**ASSIGNED TASK:**
Give only the number of lines below that contain the word "bends".

SOURCE DATA Block Start

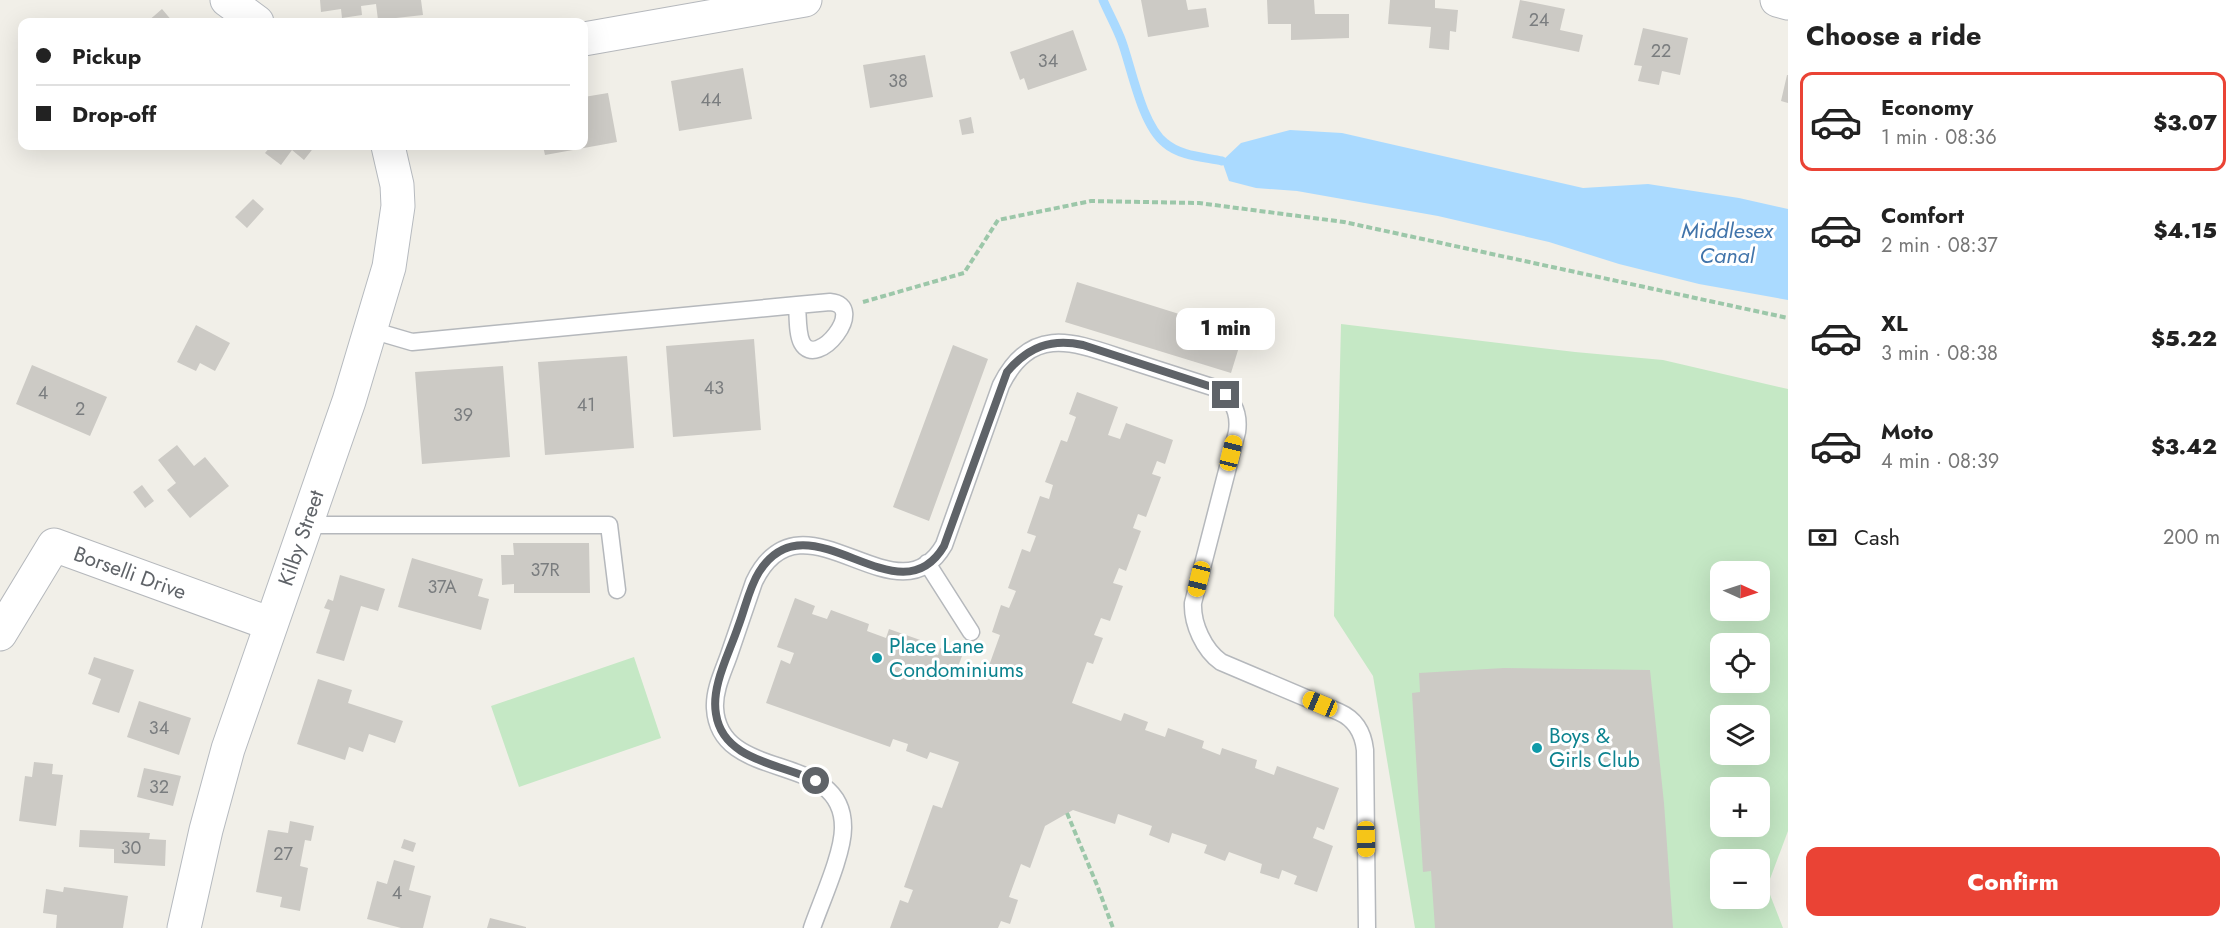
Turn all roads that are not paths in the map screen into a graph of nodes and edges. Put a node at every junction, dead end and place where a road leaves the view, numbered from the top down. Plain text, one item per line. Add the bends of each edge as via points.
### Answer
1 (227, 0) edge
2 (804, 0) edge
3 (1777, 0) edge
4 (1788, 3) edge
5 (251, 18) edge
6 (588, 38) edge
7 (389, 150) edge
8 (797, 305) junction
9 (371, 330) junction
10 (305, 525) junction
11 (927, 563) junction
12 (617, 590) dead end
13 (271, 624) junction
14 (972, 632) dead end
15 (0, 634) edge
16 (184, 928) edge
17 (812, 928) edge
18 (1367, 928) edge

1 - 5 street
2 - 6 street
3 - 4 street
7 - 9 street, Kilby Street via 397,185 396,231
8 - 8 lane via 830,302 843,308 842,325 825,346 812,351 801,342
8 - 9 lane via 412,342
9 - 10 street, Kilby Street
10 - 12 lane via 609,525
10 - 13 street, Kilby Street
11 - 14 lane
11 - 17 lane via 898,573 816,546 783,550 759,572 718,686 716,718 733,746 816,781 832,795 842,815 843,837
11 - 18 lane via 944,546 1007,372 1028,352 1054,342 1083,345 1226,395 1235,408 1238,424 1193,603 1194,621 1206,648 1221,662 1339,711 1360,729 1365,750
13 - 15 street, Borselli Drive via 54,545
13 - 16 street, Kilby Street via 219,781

SOURCE DATA Block End
SOURCE DATA Block Start

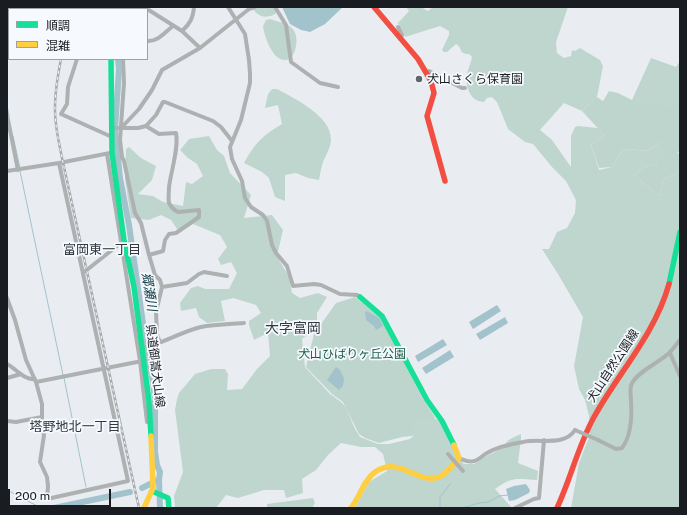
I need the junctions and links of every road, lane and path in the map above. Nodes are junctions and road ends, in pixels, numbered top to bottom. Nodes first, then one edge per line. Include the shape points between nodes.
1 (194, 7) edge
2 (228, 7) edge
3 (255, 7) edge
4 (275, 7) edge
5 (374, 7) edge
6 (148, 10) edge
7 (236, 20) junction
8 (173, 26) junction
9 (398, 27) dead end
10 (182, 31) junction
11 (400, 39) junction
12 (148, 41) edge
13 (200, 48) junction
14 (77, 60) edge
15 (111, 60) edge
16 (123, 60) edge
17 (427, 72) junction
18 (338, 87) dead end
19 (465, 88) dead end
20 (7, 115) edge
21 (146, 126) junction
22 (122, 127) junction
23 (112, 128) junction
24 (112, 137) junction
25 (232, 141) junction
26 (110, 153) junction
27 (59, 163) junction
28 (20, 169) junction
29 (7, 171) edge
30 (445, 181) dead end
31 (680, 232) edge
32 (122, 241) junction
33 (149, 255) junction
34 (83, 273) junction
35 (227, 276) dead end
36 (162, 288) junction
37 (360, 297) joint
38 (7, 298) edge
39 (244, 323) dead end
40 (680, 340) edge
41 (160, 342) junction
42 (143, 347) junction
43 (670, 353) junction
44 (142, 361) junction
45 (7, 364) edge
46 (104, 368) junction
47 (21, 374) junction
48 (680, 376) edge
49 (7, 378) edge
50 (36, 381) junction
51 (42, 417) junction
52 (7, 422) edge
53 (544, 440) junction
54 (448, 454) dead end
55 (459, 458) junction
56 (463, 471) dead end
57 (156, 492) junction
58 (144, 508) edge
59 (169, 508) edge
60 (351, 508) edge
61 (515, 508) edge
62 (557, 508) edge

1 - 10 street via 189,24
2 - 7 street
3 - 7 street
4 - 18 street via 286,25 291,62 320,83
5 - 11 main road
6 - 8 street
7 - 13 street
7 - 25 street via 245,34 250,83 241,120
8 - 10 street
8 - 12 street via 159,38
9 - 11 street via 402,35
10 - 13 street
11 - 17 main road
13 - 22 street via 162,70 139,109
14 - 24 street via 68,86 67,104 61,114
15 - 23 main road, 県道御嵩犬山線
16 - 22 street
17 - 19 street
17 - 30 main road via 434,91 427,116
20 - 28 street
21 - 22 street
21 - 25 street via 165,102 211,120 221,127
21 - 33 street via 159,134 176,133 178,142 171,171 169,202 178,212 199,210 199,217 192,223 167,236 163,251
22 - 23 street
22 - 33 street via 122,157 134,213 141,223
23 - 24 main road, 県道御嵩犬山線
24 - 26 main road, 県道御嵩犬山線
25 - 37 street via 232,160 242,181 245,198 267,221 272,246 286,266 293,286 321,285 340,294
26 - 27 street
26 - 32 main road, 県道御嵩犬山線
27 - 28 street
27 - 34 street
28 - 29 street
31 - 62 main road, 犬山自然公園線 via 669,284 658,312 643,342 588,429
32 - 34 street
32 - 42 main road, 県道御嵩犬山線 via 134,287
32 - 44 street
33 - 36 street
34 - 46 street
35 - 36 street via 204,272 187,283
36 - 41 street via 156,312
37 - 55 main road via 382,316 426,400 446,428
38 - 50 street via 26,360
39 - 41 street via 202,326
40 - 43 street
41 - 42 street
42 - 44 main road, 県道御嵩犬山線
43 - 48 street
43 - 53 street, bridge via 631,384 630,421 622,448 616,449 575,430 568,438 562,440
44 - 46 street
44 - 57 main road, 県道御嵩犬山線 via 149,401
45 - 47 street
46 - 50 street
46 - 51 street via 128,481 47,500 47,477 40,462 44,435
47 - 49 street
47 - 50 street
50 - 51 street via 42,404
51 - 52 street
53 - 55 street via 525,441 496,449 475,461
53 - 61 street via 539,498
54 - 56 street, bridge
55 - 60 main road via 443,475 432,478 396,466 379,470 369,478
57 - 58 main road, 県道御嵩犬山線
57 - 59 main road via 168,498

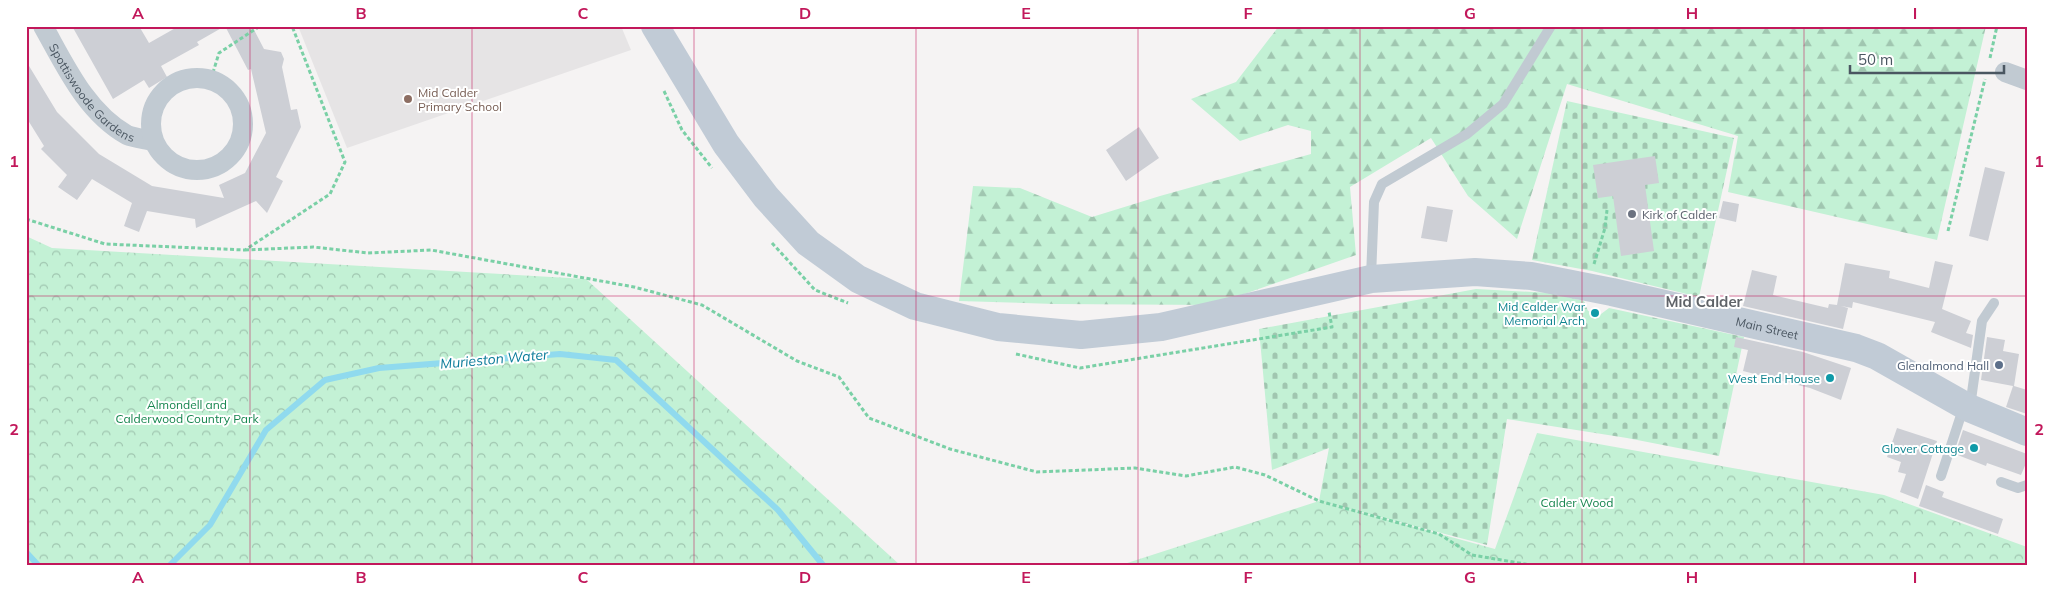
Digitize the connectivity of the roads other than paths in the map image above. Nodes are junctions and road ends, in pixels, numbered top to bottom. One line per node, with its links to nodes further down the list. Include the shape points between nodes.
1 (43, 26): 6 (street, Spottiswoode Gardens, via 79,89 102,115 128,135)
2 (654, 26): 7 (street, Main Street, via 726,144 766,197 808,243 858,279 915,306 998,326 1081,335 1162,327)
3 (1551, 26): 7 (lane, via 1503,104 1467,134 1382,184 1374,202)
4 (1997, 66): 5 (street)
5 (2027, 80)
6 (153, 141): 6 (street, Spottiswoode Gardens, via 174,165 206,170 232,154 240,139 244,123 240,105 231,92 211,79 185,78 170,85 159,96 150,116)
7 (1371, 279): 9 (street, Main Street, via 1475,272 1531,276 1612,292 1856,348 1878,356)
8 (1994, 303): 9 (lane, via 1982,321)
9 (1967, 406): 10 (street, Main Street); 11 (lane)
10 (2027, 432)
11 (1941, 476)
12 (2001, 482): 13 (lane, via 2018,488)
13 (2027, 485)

SOURCE DATA Block End
SOURCE DATA Block Start

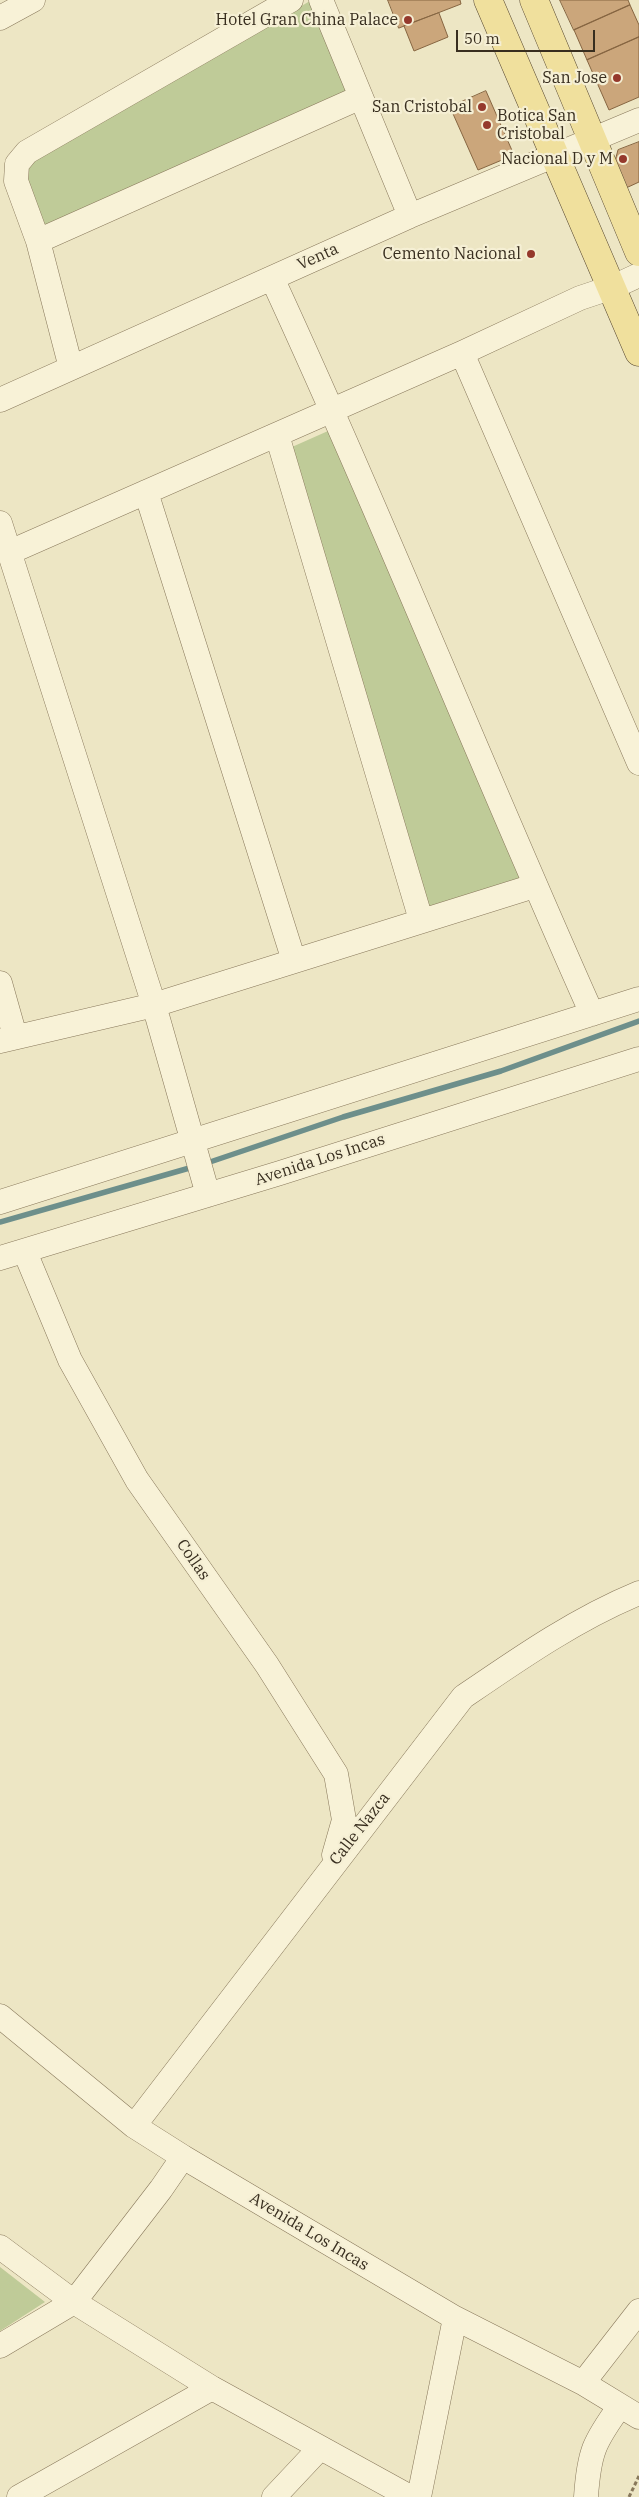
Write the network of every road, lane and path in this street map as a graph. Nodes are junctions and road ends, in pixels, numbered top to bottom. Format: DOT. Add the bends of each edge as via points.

SOURCE DATA Block End

**YOUR RESPONSE:**
2